Regarding the June 24 article "Lawmaker apologizes for sexist jibe": It was appropriate that Tokyo Metropolitan Assembly member Akihiro Suzuki offered an apology to Your Party assembly member Ayaka Shiomura, the woman he and others heckled a few days earlier when she attempted to discuss the special welfare needs of women in Japanese society.
What does Prime Minister Shinzo Abe's gender equality minister have to say about this blatantly sexist incident? Suzuki admitted he was wrong to shout out to Shiomura during an assembly plenary session, "Why don't you get married soon?"

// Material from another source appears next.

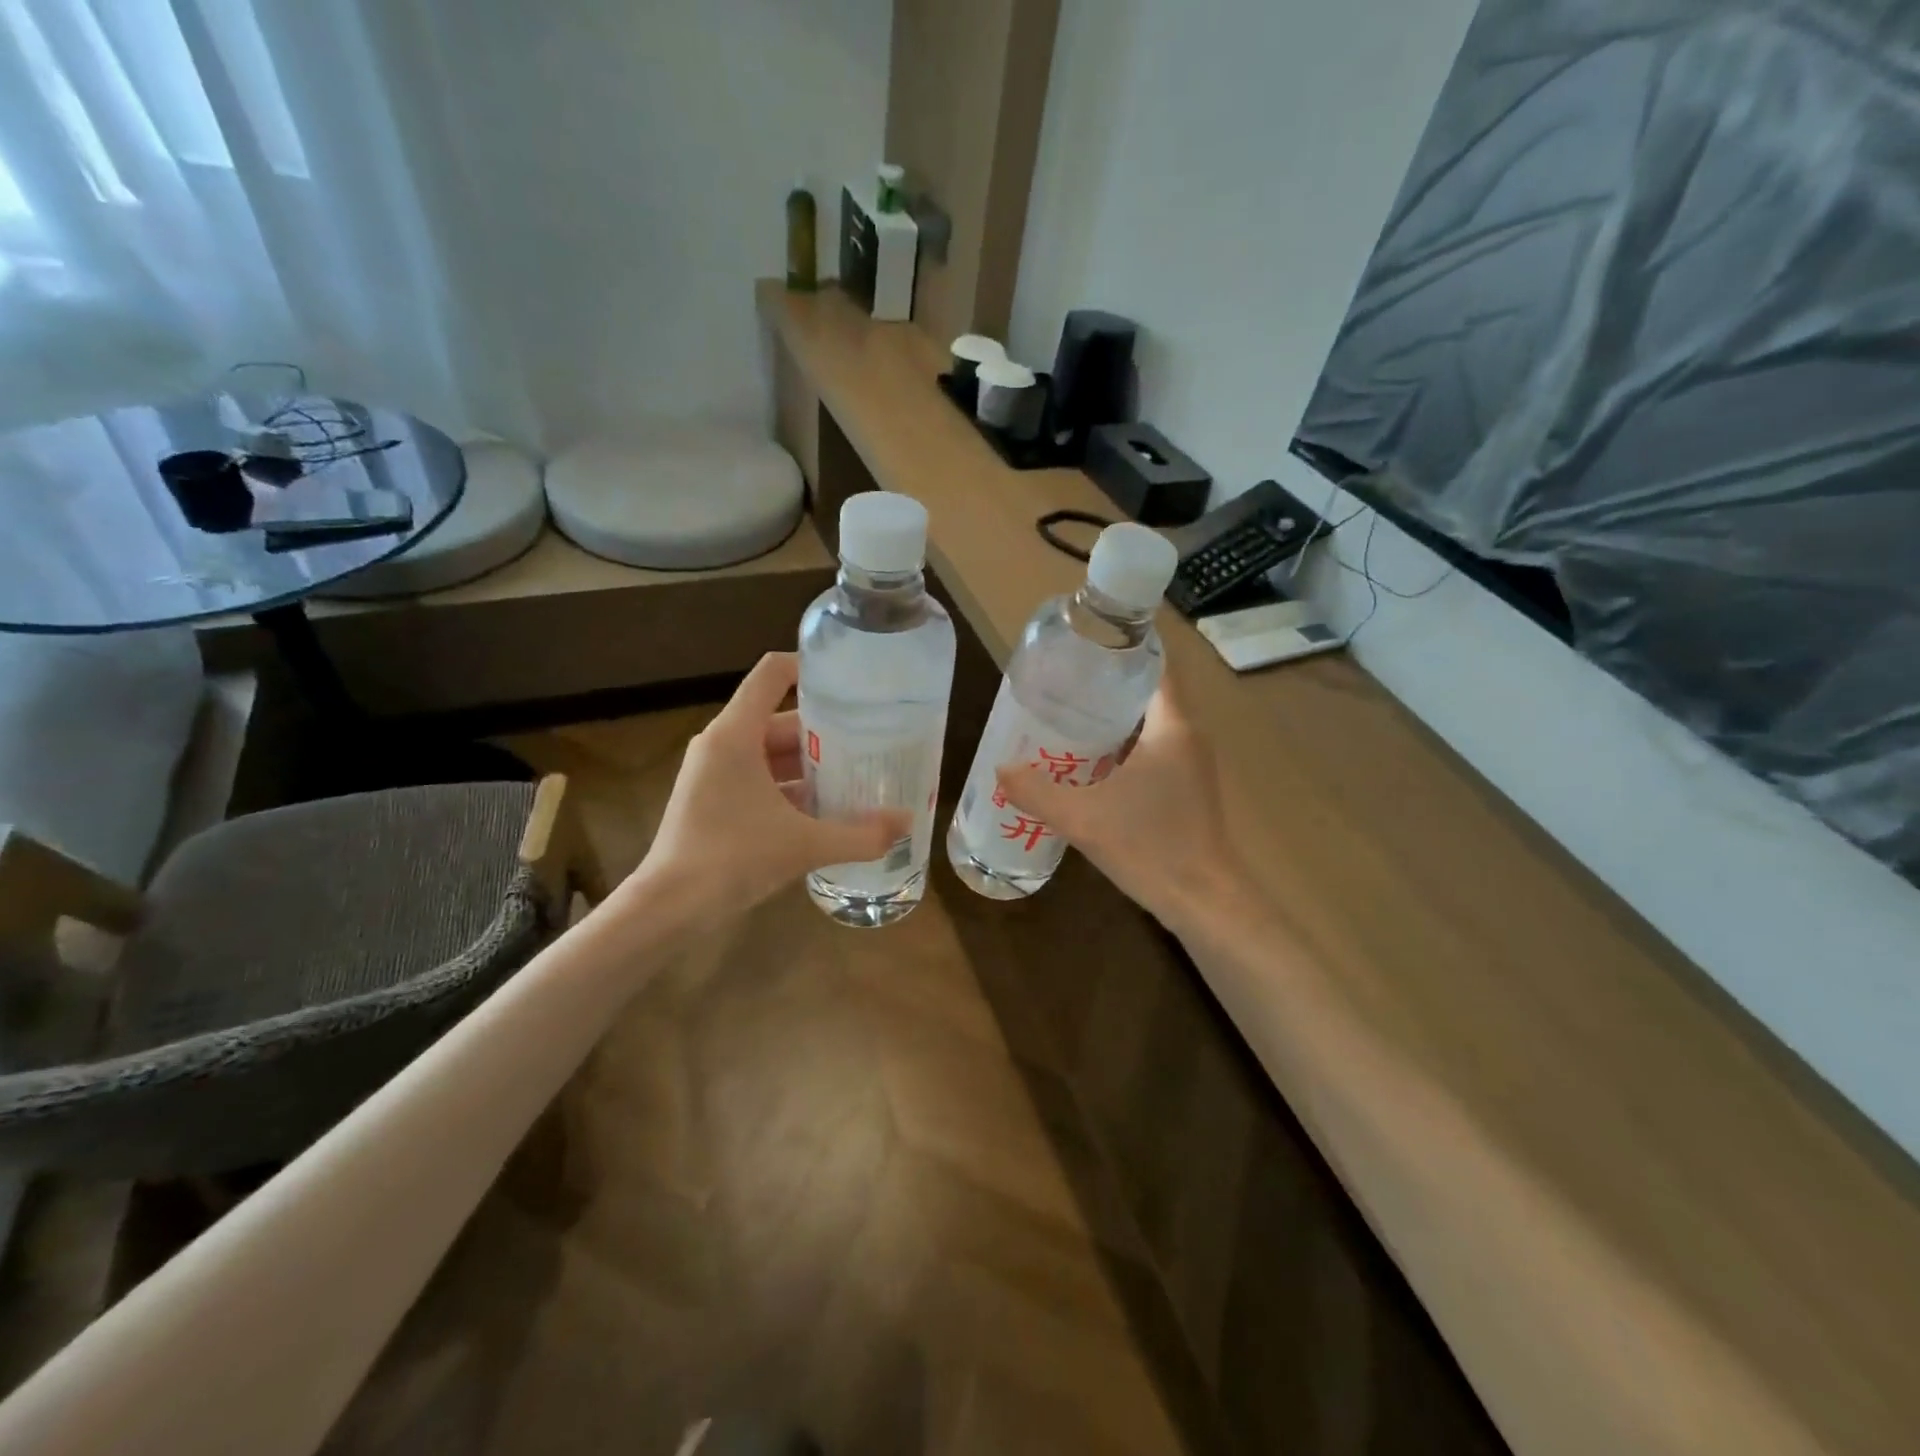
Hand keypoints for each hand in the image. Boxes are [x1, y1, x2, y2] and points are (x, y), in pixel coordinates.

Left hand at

Shiomura might have made her own reply, but she has way too much class to stoop to his low level of snide manners. Suzuki and his type need to be reminded that in a free society marriage is a personal matter; it has nothing to do with politics or demographics. Suzuki should be awarded some sort of prize for offering the most backhanded apology in recent memory. His wife must be so proud of him.
Shiomura has done a great service to all women in Japan by refusing to ignore harassment from certain crass members of the "democratic" assembly. The idea that women really are equal to men must come as a terrible shock to some guys who grew up with the idea that women should always walk half-a-step behind men and always defer to them.
How bloody feudalistic is that?
The opinions expressed in this letter to the editor are the writer's own and do not necessarily reflect the policies of The Japan Times.